▶ **Work to be completed**
Please output the following records exactly. Leave every image out.

___ Given data

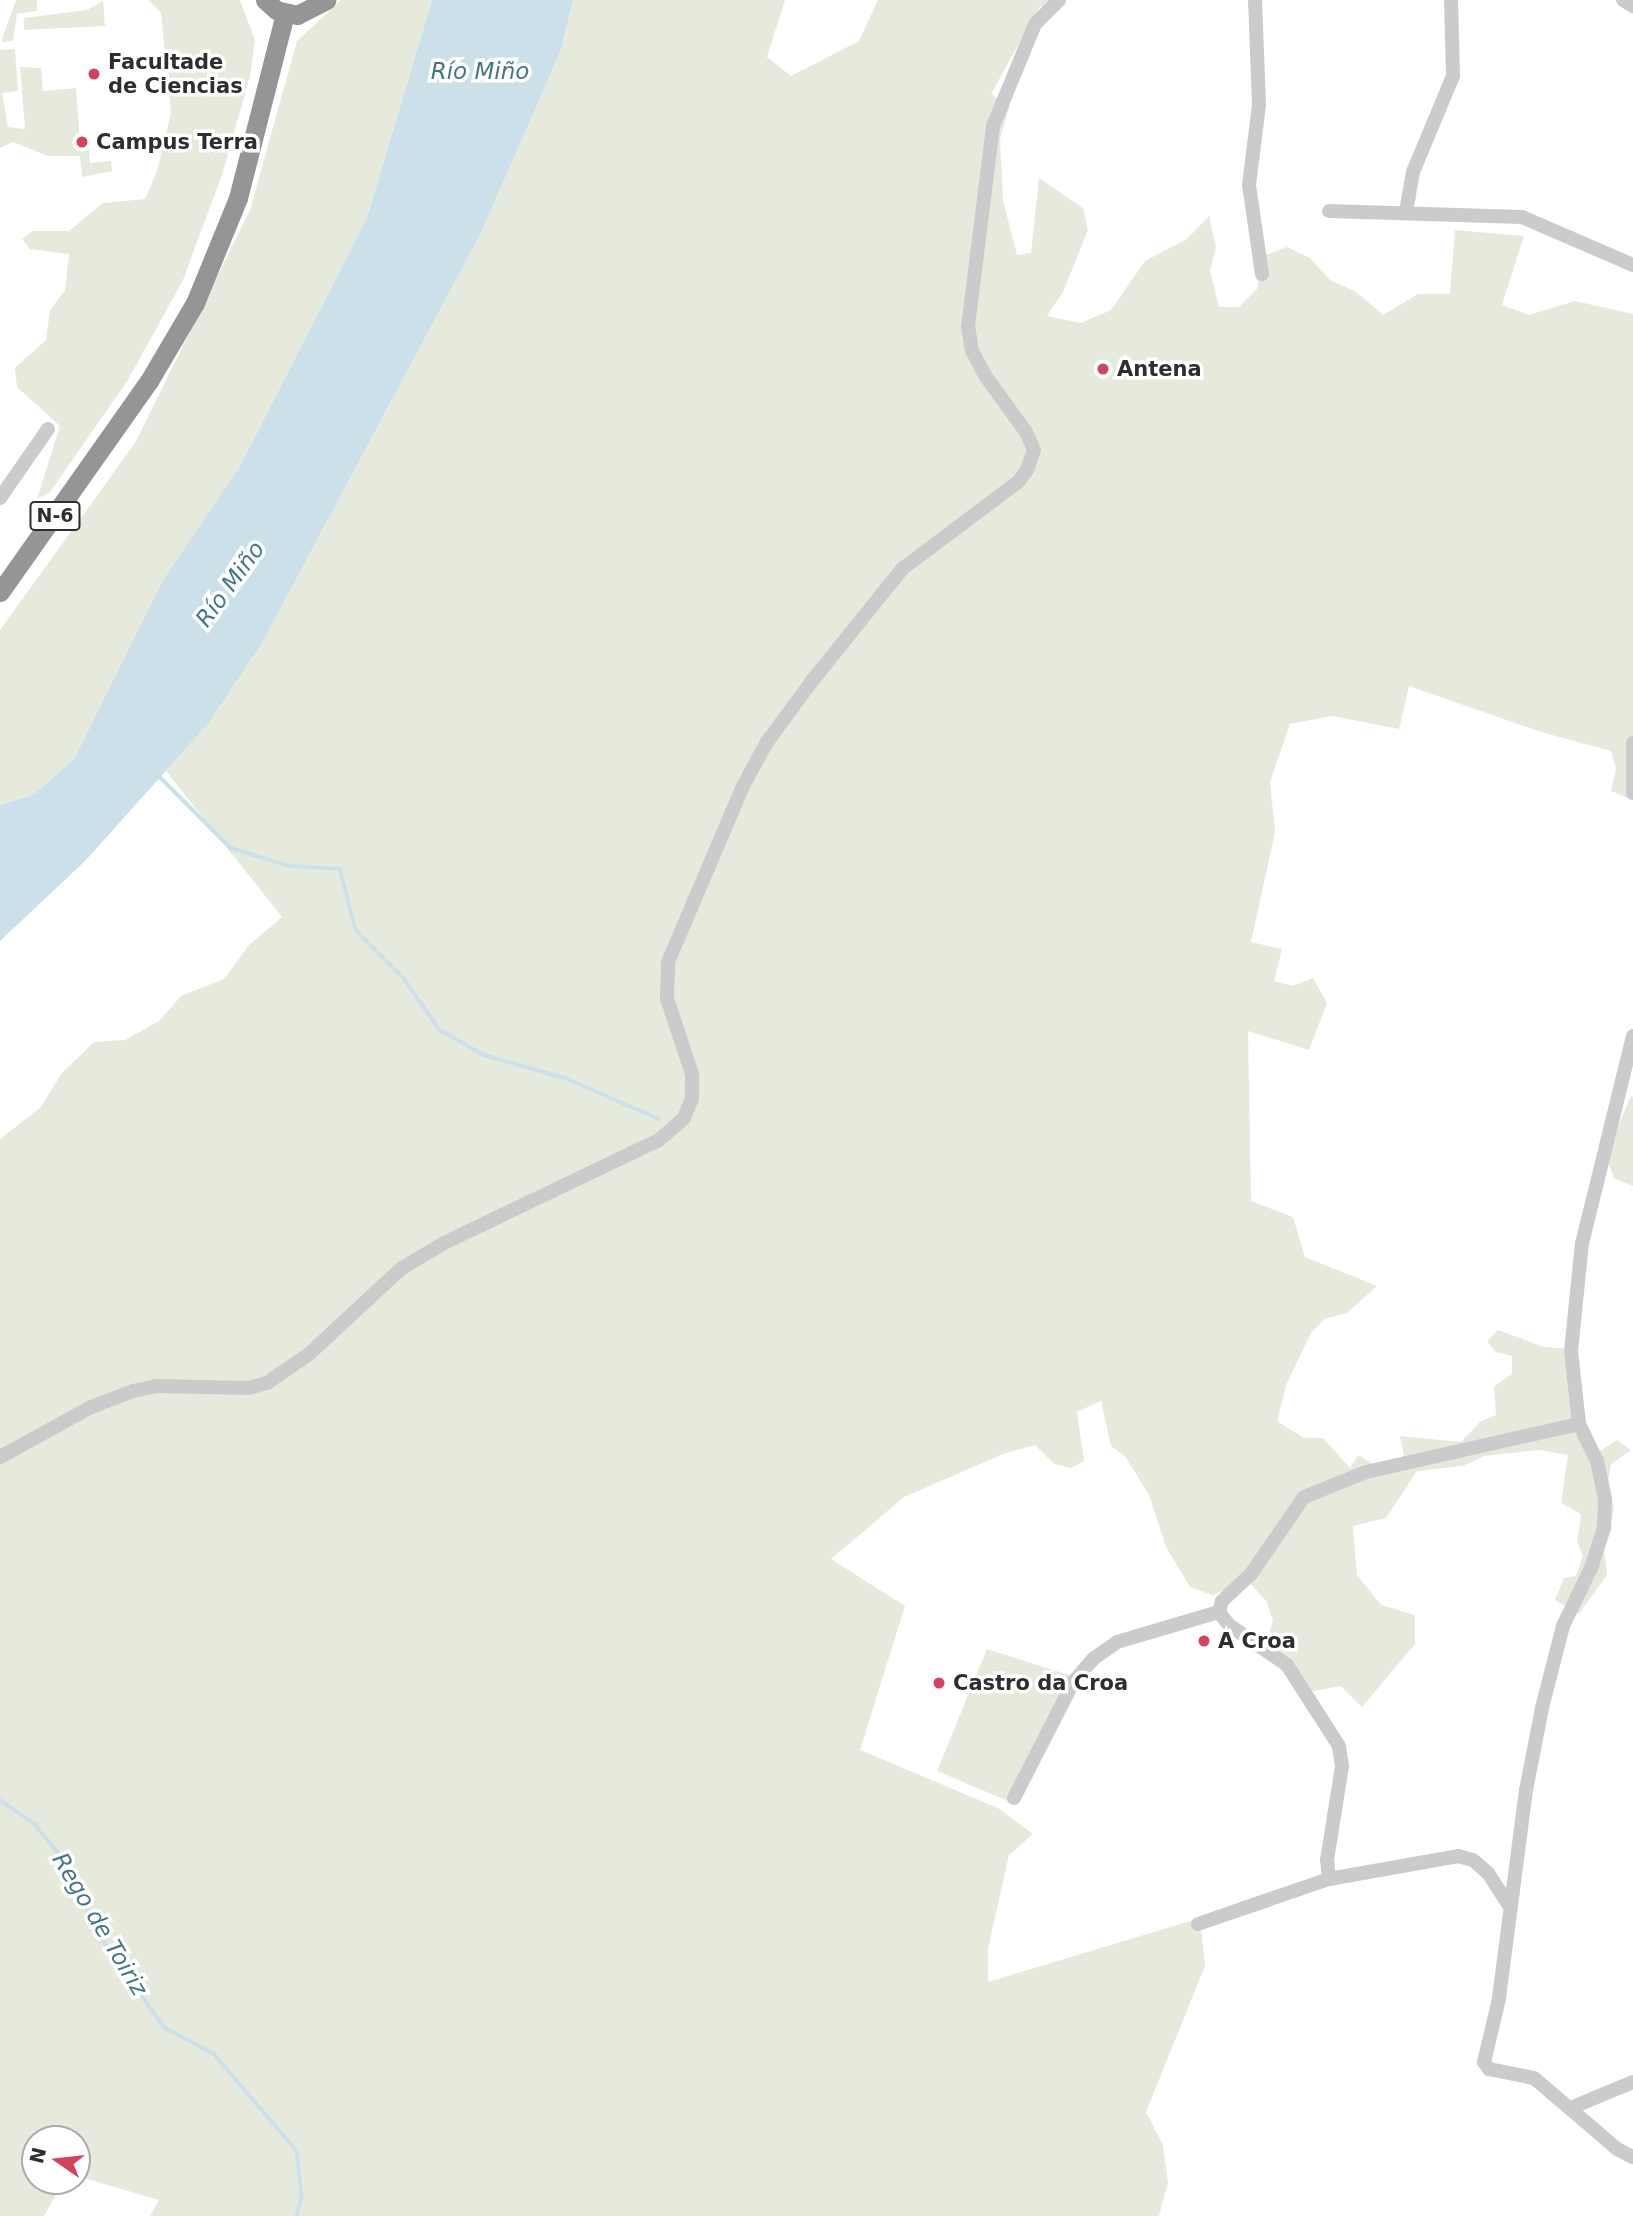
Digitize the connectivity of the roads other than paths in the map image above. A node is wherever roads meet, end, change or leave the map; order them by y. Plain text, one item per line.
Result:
1 (265, 0) edge
2 (326, 0) edge
3 (1059, 0) edge
4 (1255, 0) edge
5 (1451, 0) edge
6 (1623, 0) edge
7 (1633, 6) edge
8 (285, 13) junction
9 (1329, 211) dead end
10 (1406, 212) junction
11 (1633, 265) edge
12 (1262, 274) dead end
13 (48, 429) dead end
14 (0, 498) edge
15 (0, 592) edge
16 (1633, 743) edge
17 (1633, 793) edge
18 (1633, 1036) edge
19 (1579, 1424) junction
20 (0, 1457) edge
21 (1219, 1612) junction
22 (1014, 1798) dead end
23 (1329, 1879) junction
24 (1510, 1905) junction
25 (1198, 1924) dead end
26 (1633, 2082) edge
27 (1573, 2107) junction
28 (1633, 2157) edge

1 - 8 highway
2 - 8 highway
3 - 20 street
4 - 12 street
5 - 10 street
6 - 7 street
8 - 15 highway, N-6
9 - 10 street
10 - 11 street
13 - 14 street
16 - 17 street
18 - 19 street
19 - 21 street
19 - 24 street
21 - 22 street
21 - 23 street
23 - 24 street
23 - 25 street
24 - 27 street
26 - 27 street
27 - 28 street

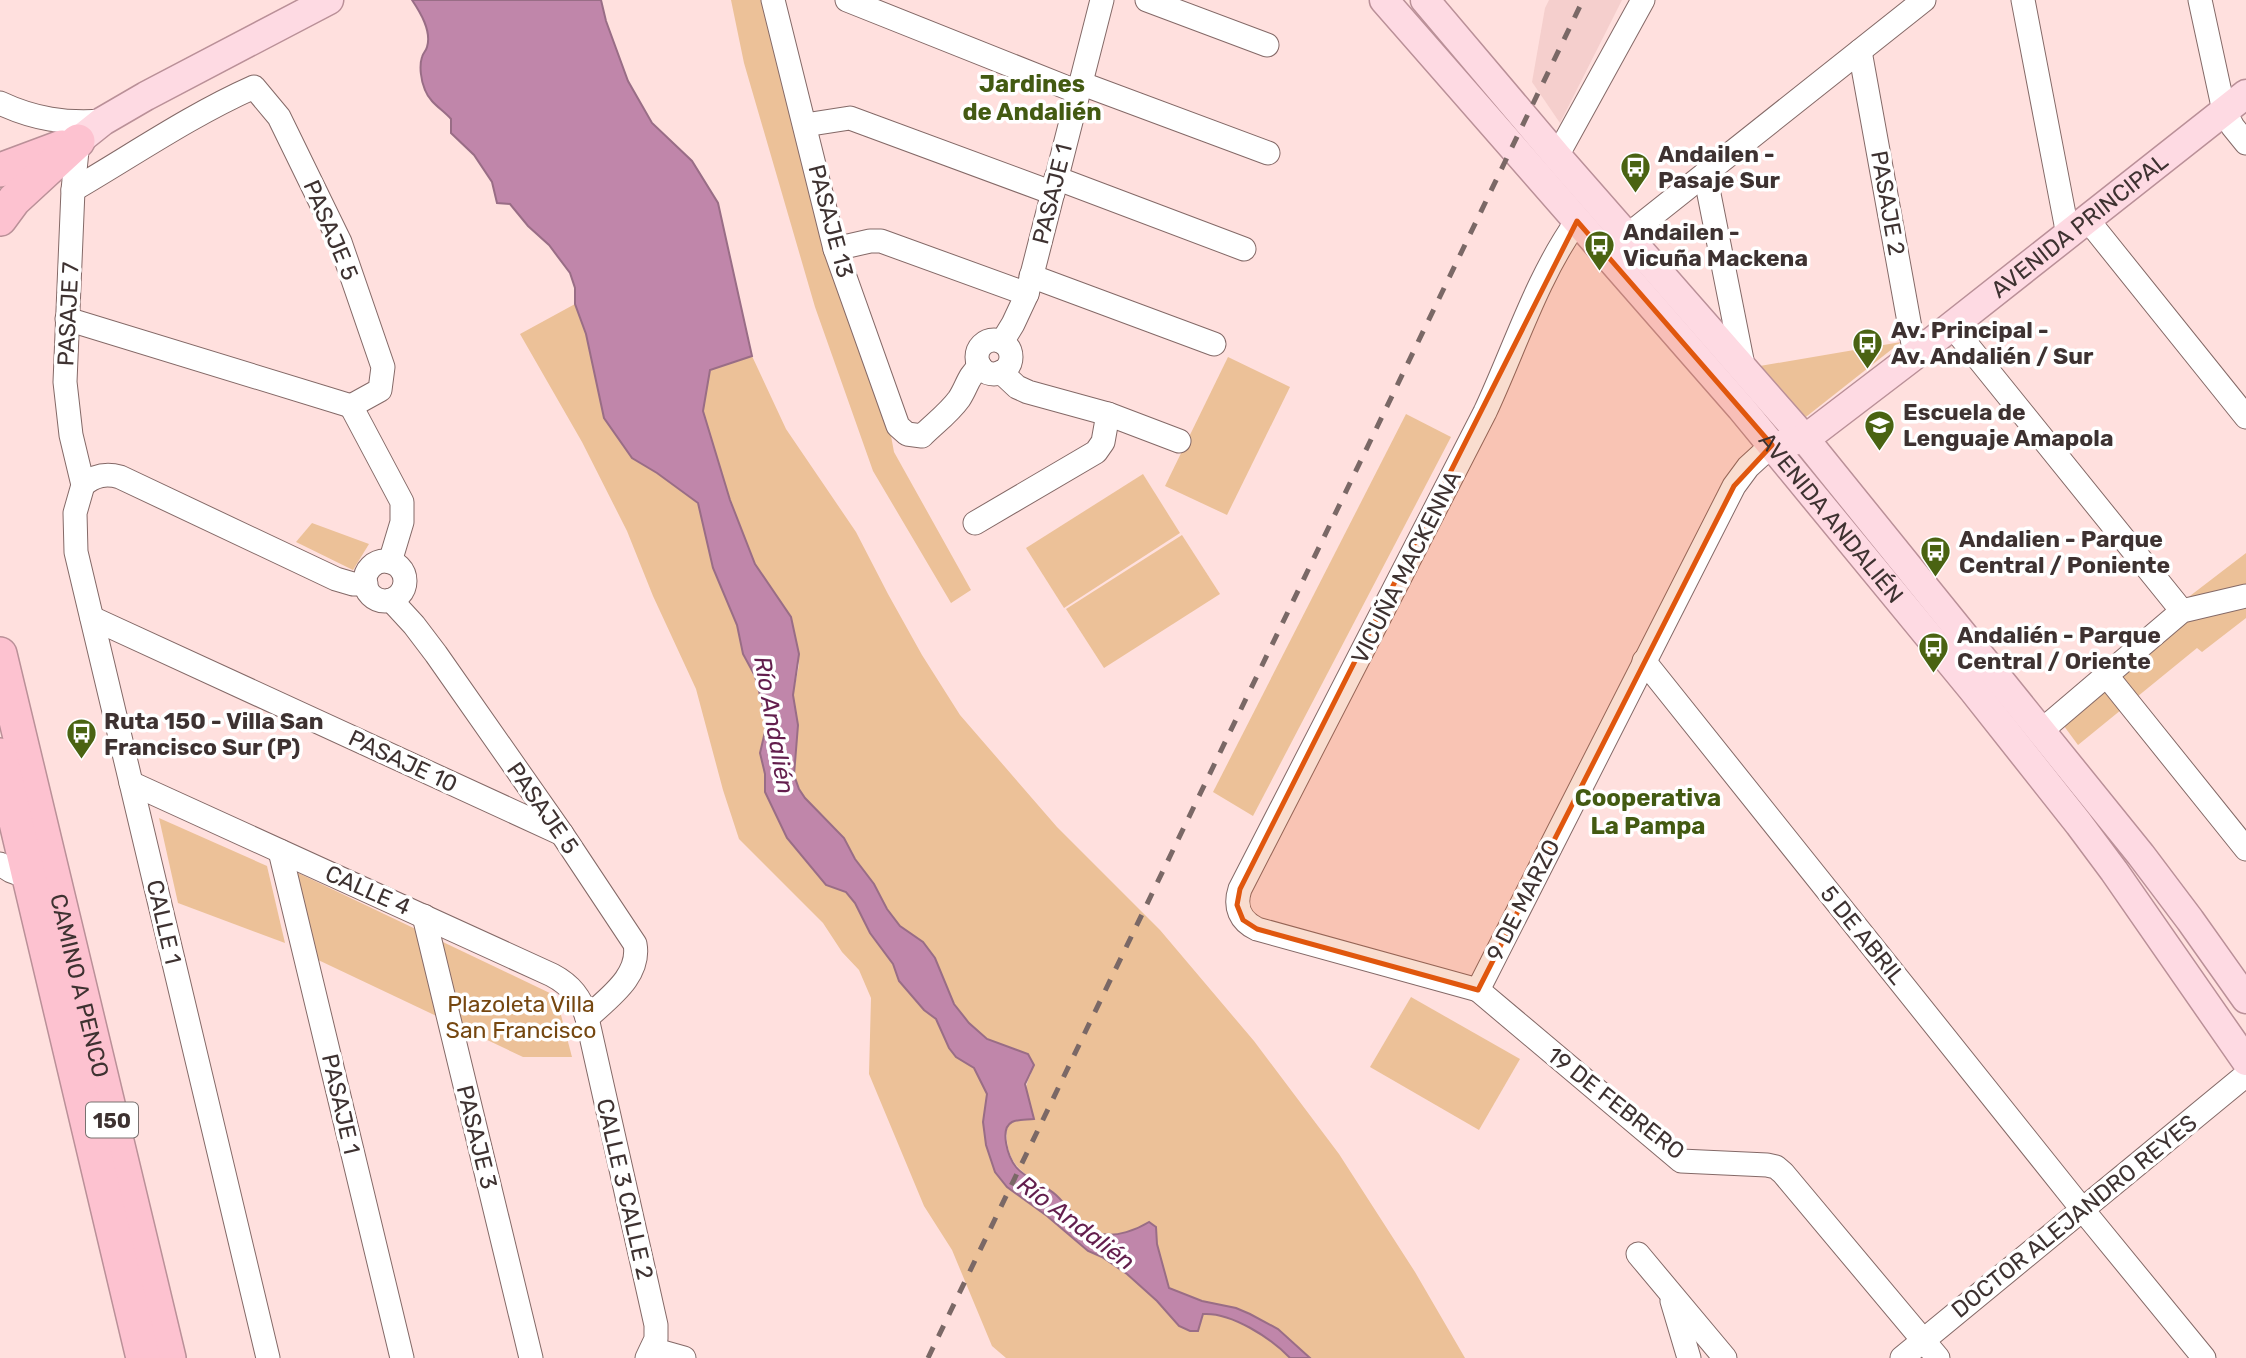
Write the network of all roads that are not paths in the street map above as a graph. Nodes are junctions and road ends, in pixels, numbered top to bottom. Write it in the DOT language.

______

▶ **Answer to the exercise**
Digitize the connectivity of the roads other than paths in the map image above. A node is wherever roads meet, end, change or leave the map; order them by y. Plain text, one item per line.
Result:
1 (265, 0) edge
2 (326, 0) edge
3 (1059, 0) edge
4 (1255, 0) edge
5 (1451, 0) edge
6 (1623, 0) edge
7 (1633, 6) edge
8 (285, 13) junction
9 (1329, 211) dead end
10 (1406, 212) junction
11 (1633, 265) edge
12 (1262, 274) dead end
13 (48, 429) dead end
14 (0, 498) edge
15 (0, 592) edge
16 (1633, 743) edge
17 (1633, 793) edge
18 (1633, 1036) edge
19 (1579, 1424) junction
20 (0, 1457) edge
21 (1219, 1612) junction
22 (1014, 1798) dead end
23 (1329, 1879) junction
24 (1510, 1905) junction
25 (1198, 1924) dead end
26 (1633, 2082) edge
27 (1573, 2107) junction
28 (1633, 2157) edge

1 - 8 highway
2 - 8 highway
3 - 20 street
4 - 12 street
5 - 10 street
6 - 7 street
8 - 15 highway, N-6
9 - 10 street
10 - 11 street
13 - 14 street
16 - 17 street
18 - 19 street
19 - 21 street
19 - 24 street
21 - 22 street
21 - 23 street
23 - 24 street
23 - 25 street
24 - 27 street
26 - 27 street
27 - 28 street

Write the network of all roads that are not paths in the street map above as a graph. Nodes are junctions and road ends, in pixels, numbered top to bottom. Write it in the DOT language.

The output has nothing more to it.